Dennis Taylor: I have served as one of three co-directors who use a heuristic approach. I help to organize training of the undergraduate mentors by experts in learning, technology and science. I then help with the organization of summer institutes and the evaluation of outcomes through daily reflections, and group work by learning communities. I also work to find non-traditional sources of funding.
How has participating in this project impacted you?
Colton Kinderknecht: Participating in LSI has changed the way that I look at the world. Beforehand I never really looked at the perspectives of other nations and how the environment might be impacting them; like the water crisis in Pakistan or the rising sea levels in the Dominican Republic. I am immensely better for this experience; it has shaped me into a better person. I think that I am more open and understanding now, and I think that I more easily consider other perspectives in situations. It is hard to say just how much the program impacted me, but it did; I saw just how much I could handle and I grew as a person.
Abeera Mehmood: The experiences have served to impact me in many different ways. I was able to build my scientific identity by realizing that I actually have had more experience in the research field than I give myself credit for. In addition to this, I was able to build a strong personality by being a student leader. I believe that I was able to make a positive impact on the world by being part of LSI.

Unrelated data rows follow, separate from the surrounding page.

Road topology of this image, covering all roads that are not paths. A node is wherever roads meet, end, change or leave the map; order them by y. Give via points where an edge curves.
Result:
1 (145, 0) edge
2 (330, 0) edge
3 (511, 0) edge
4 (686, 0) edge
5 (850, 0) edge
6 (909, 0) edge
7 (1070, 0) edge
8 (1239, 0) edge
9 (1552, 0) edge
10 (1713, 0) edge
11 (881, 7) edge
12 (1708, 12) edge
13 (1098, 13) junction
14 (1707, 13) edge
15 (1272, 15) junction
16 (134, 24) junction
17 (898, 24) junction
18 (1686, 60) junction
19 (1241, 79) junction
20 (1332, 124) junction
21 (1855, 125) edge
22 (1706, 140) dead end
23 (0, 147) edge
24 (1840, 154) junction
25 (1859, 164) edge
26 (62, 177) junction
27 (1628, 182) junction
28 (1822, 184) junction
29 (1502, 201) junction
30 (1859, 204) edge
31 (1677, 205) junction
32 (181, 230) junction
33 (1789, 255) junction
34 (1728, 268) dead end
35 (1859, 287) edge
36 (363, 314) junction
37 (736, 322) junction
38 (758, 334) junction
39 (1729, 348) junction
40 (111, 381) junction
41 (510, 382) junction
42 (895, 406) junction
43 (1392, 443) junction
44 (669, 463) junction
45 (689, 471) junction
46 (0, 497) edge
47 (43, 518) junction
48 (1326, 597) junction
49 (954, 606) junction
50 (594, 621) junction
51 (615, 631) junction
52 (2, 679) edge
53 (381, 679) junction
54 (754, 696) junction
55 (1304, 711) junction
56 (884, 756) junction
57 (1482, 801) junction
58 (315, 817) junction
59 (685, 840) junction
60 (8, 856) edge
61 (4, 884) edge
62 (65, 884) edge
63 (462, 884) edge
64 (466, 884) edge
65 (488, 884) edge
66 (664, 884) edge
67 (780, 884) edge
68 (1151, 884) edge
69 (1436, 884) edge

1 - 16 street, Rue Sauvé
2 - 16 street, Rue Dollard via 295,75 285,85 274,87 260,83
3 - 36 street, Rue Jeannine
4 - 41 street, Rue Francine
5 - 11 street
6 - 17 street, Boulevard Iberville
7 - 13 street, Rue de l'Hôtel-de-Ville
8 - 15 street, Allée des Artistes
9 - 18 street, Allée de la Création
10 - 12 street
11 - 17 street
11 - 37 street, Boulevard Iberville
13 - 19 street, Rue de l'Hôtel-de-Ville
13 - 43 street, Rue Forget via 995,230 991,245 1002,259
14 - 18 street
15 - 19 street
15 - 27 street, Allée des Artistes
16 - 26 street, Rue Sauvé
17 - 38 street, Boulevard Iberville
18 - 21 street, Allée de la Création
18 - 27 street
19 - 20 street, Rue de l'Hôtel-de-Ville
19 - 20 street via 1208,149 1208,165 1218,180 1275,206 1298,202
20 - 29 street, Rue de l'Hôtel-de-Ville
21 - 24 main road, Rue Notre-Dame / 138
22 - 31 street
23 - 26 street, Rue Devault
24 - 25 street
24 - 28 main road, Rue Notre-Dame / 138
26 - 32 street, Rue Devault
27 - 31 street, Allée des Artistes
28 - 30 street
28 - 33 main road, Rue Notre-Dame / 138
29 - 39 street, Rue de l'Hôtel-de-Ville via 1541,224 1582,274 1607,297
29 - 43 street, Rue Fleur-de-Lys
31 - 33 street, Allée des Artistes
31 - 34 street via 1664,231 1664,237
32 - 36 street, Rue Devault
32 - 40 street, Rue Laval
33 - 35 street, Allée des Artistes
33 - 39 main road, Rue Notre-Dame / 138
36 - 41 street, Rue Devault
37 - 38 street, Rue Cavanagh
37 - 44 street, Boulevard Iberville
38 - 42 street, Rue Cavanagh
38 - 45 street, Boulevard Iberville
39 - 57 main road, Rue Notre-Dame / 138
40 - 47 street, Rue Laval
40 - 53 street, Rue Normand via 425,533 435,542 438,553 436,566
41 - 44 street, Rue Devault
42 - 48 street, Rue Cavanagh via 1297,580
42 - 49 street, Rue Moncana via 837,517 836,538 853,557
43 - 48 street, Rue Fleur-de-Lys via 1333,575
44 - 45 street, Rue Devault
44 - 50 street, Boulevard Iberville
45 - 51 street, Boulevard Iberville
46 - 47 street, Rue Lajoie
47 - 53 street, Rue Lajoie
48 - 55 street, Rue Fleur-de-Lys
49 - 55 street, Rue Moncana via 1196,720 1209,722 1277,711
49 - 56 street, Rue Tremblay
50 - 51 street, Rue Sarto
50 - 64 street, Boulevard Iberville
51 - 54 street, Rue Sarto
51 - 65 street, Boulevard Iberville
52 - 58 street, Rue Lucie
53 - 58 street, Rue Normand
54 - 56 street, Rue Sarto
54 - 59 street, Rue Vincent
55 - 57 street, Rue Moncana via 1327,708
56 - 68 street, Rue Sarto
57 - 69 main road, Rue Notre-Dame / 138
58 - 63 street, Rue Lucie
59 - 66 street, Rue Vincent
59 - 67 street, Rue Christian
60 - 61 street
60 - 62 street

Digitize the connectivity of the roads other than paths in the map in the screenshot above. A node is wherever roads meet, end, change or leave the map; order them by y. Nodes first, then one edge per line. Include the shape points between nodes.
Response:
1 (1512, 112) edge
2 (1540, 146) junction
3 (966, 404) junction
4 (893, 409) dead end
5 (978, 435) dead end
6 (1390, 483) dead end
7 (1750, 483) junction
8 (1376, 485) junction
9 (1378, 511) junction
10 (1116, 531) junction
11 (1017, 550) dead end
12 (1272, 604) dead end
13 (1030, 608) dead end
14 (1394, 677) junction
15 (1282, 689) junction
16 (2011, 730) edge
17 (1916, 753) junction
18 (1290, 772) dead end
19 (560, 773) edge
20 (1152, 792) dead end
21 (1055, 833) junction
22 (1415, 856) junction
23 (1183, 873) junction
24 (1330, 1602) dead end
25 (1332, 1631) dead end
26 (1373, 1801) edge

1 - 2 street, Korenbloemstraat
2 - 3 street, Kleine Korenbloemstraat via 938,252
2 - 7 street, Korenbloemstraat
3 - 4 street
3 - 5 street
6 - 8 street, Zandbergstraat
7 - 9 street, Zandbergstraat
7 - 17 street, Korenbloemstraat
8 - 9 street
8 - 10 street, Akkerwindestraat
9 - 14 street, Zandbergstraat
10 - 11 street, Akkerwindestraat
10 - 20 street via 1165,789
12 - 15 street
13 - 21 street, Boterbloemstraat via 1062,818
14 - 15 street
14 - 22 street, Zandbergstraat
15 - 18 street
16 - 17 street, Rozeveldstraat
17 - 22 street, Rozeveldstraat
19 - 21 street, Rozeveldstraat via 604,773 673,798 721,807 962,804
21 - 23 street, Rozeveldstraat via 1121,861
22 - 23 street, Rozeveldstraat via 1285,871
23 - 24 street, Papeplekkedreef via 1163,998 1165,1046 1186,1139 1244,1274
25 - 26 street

Kerry Dombroski: The impact LSI had on me is immeasurable. I feel so fortunate to have been involved in such a diverse, eclectic, and interdisciplinary program. The friendships I made during this summer institute are some I will cherish forever. This experience showed me the beauty of various cultures coming together in an inclusive and inspiring environment. The change that can come from this type of setting is remarkable and something that can most definitely impact our world for the better. I think programs like LSI set the prime example of collaborating to tackle the 21st century challenges we face like climate change and the water crisis.
Lucy Chamberlain: I have gained a deeper understanding of more effective ways of teaching environmental science that is driven by a student’s own inquiry rather than a teacher being the source of all information. It is exciting, even though sometimes chaotic, to be in the middle of that process and to see what the students develop themselves and to share in their enthusiasm for learning.
It is exciting to witness the transformation in students who become fully engaged in learning environmental science through their experiences in LSI. This is especially the case with students who weren’t sure about what they wanted to do, but now have a much clearer sense of direction and purpose in their studies. Seeing that happen, further convinces me that this inquiry-based learning in science outside the classroom, should be a routine part of any student’s educational experiences.
Dennis Taylor: I have been transformed in what I do as a professor. I used to intersperse discovery learning with a heavy dose of lectures. I now design my courses so that discovery learning and reflection is central to all of my teaching, with student-centered peer and near-peer teaching as central elements.
Thank you Denny, Lucy, Kerry, Colton, and Abeera for sharing your reflections with the community!
From left to right, the people in the photograph are Abeera Mehmood, Brian Corbin, Munawar Qasim, Safi Ullah, Kelvi Almonte, Colton Kinderknecht, Saud Ali, Christopher Esquea, Fatima Jan, Kerry Dombroski, and Ume Habiba. Photo taken by Kevin Heller and provided by Colton Kinderknecht.